Par Gilbert Muhika/Analyste des politiques publiques et de la gouvernance
Le Lualaba est aujourd’hui la province la plus riche de la République démocratique du Congo. Cette richesse, principalement minière, en fait à la fois un levier stratégique pour le développement national et une cible permanente de prédation économique, institutionnelle et politique. La question n’est donc pas seulement de savoir comment exploiter cette richesse, mais surtout comment la protéger, la transformer et la mettre durablement au service du peuple congolais.
Car l’histoire récente de notre pays nous enseigne une vérité simple : là où la richesse n’est pas encadrée, elle devient source d’instabilité ; là où elle n’est pas partagée, elle nourrit la défiance ; là où elle n’est pas institutionnalisée, elle est capturée par des intérêts particuliers.
Une richesse convoitée, donc exposée
Le Lualaba concentre des ressources qui structurent l’économie congolaise et attirent des acteurs multiples : industriels, intermédiaires, réseaux informels, intérêts politiques et parfois criminels.
Les « prédateurs » ne sont pas toujours visibles.
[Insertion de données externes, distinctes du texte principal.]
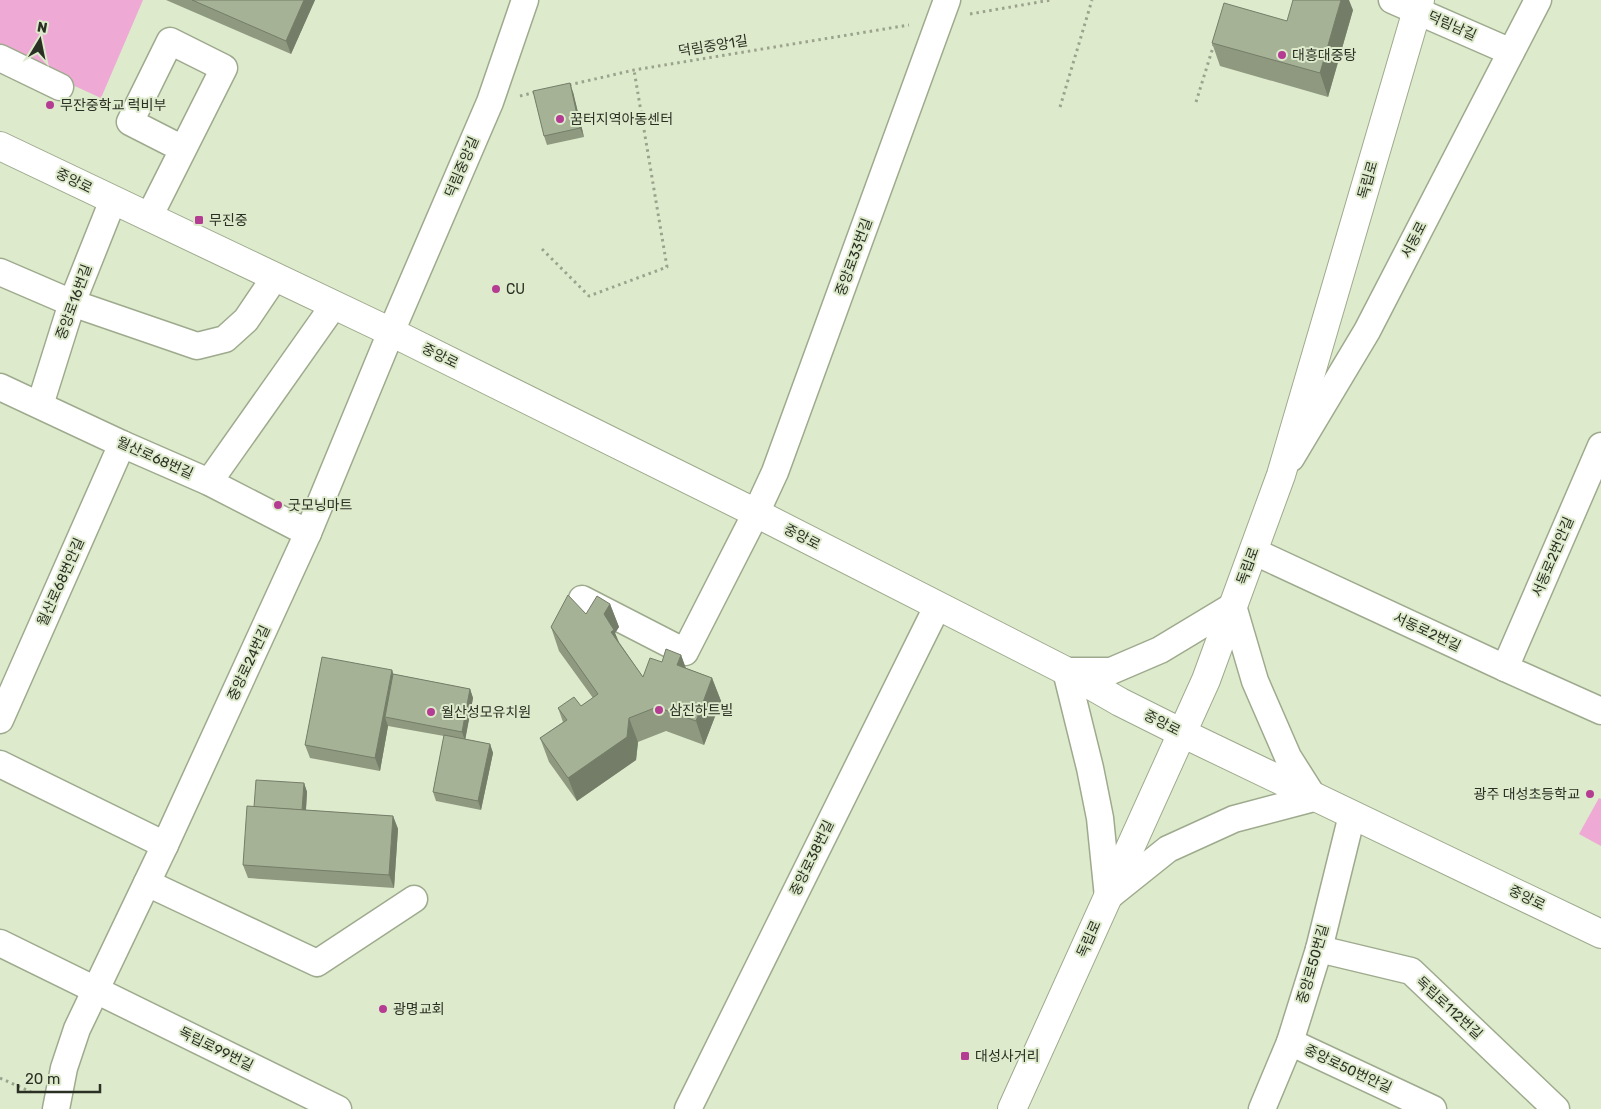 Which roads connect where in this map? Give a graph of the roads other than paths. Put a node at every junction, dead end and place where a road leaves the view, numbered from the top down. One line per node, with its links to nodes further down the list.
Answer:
1 (525, 0): 17 (street, 덕림중앙길)
2 (1392, 0): 4 (street, 덕림남길)
3 (1538, 0): 6 (street, 서동로)
4 (1419, 5): 6 (street, 덕림남길); 22 (main road, 독립로)
5 (944, 10): 24 (street, 중앙로33번길)
6 (1511, 52): 22 (street, 서동로)
7 (0, 58): 8 (street)
8 (60, 86)
9 (0, 146): 11 (main road, 중앙로)
10 (183, 149): 12 (street)
11 (113, 200): 12 (main road, 중앙로); 15 (street, 중앙로16번길)
12 (149, 217): 14 (main road, 중앙로)
13 (0, 272): 15 (street)
14 (275, 277): 15 (street); 16 (main road, 중앙로)
15 (72, 303): 19 (street, 중앙로16번길)
16 (334, 305): 17 (main road, 중앙로); 23 (street)
17 (391, 332): 24 (main road, 중앙로); 25 (street, 중앙로24번길)
18 (0, 387): 19 (street, 월산로68번길)
19 (40, 405): 20 (street, 월산로68번길)
20 (122, 444): 23 (street, 월산로68번길); 33 (street, 월산로68번안길)
21 (1601, 446): 30 (street, 서동로2번안길)
22 (1281, 476): 26 (main road, 독립로)
23 (209, 482): 25 (street, 월산로68번길)
24 (756, 513): 27 (street, 중앙로33번길); 29 (main road, 중앙로)
25 (308, 533): 38 (street, 중앙로24번길)
26 (1253, 551): 28 (main road, 독립로); 30 (street, 서동로2번길)
27 (582, 599)
28 (1233, 606): 31 (street); 34 (main road, 독립로); 36 (street)
29 (937, 607): 31 (main road, 중앙로); 49 (street, 중앙로38번길)
30 (1505, 668): 32 (street, 서동로2번길)
31 (1066, 672): 34 (main road, 중앙로); 40 (street)
32 (1601, 711)
33 (0, 720)
34 (1182, 733): 36 (main road, 중앙로); 40 (main road, 독립로)
35 (0, 764): 38 (street)
36 (1314, 798): 37 (main road, 중앙로); 40 (street)
37 (1352, 815): 42 (main road, 중앙로); 44 (street, 중앙로50번길)
38 (165, 845): 39 (street, 중앙로24번길)
39 (147, 883): 41 (street); 45 (street, 중앙로24번길)
40 (1108, 896): 50 (main road, 독립로)
41 (414, 899)
42 (1601, 934)
43 (0, 943): 45 (street, 독립로99번길)
44 (1318, 949): 46 (street, 중앙로50번길); 53 (street, 독립로112번길)
45 (95, 989): 47 (street, 중앙로24번길); 48 (street, 독립로99번길)
46 (1290, 1042): 51 (street, 중앙로50번길); 52 (street, 중앙로50번안길)
47 (57, 1106)
48 (338, 1109)
49 (688, 1109)
50 (1012, 1109)
51 (1262, 1109)
52 (1433, 1109)
53 (1556, 1109)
Ils opèrent souvent à travers : – la sous-facturation et l’évasion fiscale, – la captation des rentes minières sans transformation locale, – l’affaiblissement volontaire des institutions provinciales, – la paupérisation paradoxale des communautés vivant au cœur de zones riches.
Cette situation crée un déséquilibre dangereux : une province riche, entourée de populations pauvres, est une province fragile.
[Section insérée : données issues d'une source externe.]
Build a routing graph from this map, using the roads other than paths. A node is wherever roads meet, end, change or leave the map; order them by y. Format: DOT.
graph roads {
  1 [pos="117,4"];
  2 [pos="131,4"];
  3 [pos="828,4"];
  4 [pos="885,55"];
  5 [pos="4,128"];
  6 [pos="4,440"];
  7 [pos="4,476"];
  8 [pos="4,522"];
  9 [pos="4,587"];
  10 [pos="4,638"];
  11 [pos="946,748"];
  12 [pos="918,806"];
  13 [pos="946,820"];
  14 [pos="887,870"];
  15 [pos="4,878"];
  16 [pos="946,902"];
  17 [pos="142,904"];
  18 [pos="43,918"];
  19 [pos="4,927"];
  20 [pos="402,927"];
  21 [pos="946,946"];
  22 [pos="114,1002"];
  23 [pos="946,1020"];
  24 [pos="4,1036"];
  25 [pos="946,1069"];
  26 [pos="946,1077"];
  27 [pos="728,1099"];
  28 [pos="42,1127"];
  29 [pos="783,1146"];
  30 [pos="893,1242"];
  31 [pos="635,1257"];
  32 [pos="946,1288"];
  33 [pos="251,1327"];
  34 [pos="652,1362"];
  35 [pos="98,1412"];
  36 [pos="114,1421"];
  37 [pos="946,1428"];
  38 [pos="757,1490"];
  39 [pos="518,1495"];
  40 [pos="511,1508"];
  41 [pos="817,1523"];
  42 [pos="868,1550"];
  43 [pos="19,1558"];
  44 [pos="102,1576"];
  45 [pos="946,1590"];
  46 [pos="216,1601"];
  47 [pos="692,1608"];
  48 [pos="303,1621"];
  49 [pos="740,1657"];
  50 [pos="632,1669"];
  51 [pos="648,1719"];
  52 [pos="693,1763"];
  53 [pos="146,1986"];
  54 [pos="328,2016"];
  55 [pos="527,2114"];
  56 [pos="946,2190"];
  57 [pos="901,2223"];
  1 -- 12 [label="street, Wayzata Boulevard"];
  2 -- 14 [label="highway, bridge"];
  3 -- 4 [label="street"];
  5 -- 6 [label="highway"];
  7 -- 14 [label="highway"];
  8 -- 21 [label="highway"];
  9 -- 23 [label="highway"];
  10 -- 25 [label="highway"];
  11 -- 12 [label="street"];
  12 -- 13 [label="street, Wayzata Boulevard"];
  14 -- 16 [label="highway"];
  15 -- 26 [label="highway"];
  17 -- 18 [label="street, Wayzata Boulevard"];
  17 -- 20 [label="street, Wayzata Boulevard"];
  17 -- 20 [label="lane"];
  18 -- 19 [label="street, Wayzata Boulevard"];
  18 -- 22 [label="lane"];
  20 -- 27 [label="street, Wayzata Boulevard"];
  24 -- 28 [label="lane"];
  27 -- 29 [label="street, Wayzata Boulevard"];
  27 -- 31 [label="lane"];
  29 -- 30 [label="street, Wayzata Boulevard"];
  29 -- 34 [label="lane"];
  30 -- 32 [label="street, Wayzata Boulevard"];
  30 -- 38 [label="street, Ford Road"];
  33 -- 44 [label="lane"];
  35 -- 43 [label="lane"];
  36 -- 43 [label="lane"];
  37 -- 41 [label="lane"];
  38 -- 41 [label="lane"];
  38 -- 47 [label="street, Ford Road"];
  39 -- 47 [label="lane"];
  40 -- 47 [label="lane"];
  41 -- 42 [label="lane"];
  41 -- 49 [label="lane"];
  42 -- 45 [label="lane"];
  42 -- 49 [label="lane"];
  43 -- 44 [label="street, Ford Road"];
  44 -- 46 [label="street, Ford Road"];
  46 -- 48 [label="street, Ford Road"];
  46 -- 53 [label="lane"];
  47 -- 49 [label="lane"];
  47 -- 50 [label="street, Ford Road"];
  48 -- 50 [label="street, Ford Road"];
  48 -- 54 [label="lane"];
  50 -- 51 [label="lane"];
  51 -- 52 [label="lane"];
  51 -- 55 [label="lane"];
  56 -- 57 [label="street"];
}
Protéger le Lualaba : une exigence de souveraineté
Protéger le Lualaba ne signifie pas fermer la porte aux investisseurs. Cela signifie poser des règles claires, lisibles et applicables, afin que l’investissement serve à la fois la croissance économique, l’emploi local et la cohésion sociale.
La première protection est la maîtrise de la donnée : savoir ce qui est produit, par qui, en quelle quantité, avec quelles retombées fiscales et sociales. Sans cette transparence, aucune gouvernance sérieuse n’est possible.
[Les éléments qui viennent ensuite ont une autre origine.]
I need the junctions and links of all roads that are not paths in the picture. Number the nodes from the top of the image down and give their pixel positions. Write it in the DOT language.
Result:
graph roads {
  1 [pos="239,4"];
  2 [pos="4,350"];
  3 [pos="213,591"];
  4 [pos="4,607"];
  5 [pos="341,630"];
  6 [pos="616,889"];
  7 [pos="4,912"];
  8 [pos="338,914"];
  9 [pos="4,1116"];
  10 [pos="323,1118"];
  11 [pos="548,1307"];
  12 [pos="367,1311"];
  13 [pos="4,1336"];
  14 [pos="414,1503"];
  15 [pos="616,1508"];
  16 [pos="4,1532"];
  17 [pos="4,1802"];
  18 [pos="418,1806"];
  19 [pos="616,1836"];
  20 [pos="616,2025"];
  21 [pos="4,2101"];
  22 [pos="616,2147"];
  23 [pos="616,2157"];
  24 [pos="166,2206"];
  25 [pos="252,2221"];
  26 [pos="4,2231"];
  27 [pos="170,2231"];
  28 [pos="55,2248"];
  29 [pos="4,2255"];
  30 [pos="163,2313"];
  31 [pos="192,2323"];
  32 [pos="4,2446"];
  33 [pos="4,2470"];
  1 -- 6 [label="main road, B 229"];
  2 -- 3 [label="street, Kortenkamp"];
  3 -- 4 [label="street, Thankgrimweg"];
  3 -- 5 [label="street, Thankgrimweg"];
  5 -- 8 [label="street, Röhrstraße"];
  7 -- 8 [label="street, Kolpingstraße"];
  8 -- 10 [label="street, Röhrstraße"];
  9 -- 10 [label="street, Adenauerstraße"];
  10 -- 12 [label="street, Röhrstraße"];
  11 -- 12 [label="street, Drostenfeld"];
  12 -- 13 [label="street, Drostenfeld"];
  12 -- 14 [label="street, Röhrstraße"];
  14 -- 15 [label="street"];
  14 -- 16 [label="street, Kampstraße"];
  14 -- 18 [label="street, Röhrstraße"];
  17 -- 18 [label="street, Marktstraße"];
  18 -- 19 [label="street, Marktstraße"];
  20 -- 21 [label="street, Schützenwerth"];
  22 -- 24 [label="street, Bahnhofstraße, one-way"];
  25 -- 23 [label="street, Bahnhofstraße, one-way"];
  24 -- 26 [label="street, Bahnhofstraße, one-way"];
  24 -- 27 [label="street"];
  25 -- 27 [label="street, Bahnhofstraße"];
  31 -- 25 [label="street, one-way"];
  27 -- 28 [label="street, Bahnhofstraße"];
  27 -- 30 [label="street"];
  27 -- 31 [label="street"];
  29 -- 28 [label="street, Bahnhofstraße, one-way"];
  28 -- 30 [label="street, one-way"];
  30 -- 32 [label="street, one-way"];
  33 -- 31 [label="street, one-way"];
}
La deuxième protection est la transformation locale. Continuer à exporter essentiellement des minerais bruts, c’est accepter que la valeur ajoutée, l’emploi qualifié et la technologie se développent ailleurs. Le Lualaba doit devenir un espace de transformation industrielle, pas seulement d’extraction.
La troisième protection est le pacte social minier : la richesse doit se traduire par des routes praticables, des hôpitaux fonctionnels, des écoles dignes et un accès réel à l’eau et à l’électricité. Lorsque la population voit concrètement les fruits de l’exploitation des ressources, elle devient la première gardienne de la stabilité.
Le rôle stratégique du leadership provincial
Dans ce contexte, la présence d’une femme à la tête du Lualaba constitue une opportunité historique. Gouverner une province aussi stratégique ne consiste pas seulement à gérer l’existant, mais à laisser une empreinte durable.
Cette empreinte passe par l’institutionnalisation des réformes : mécanismes légaux, cadres de concertation, outils de suivi et dispositifs qui survivront aux personnes et aux mandats. Les provinces ne se développent pas par des initiatives individuelles, mais par des institutions fortes et crédibles.
Le Lualaba peut ainsi devenir un modèle national de gouvernance provinciale, démontrant que la décentralisation n’est pas une faiblesse de l’État, mais un levier de performance lorsqu’elle est bien encadrée.
Faire du Lualaba un moteur national
La RDC a besoin de provinces fortes, structurées et responsables pour réussir sa transformation économique. Le Lualaba peut être :
– le laboratoire du contenu local,
– la vitrine d’une gouvernance minière responsable,
– la preuve qu’il est possible de concilier attractivité économique, justice sociale et souveraineté.
Protéger le Lualaba des prédateurs, c’est en réalité protéger l’avenir économique de la RDC. C’est faire le choix d’un État stratège, d’institutions solides et d’un développement qui profite au plus grand nombre. La richesse n’est pas une fin en soi. Elle n’a de valeur que si elle est gouvernée, transformée et partagée.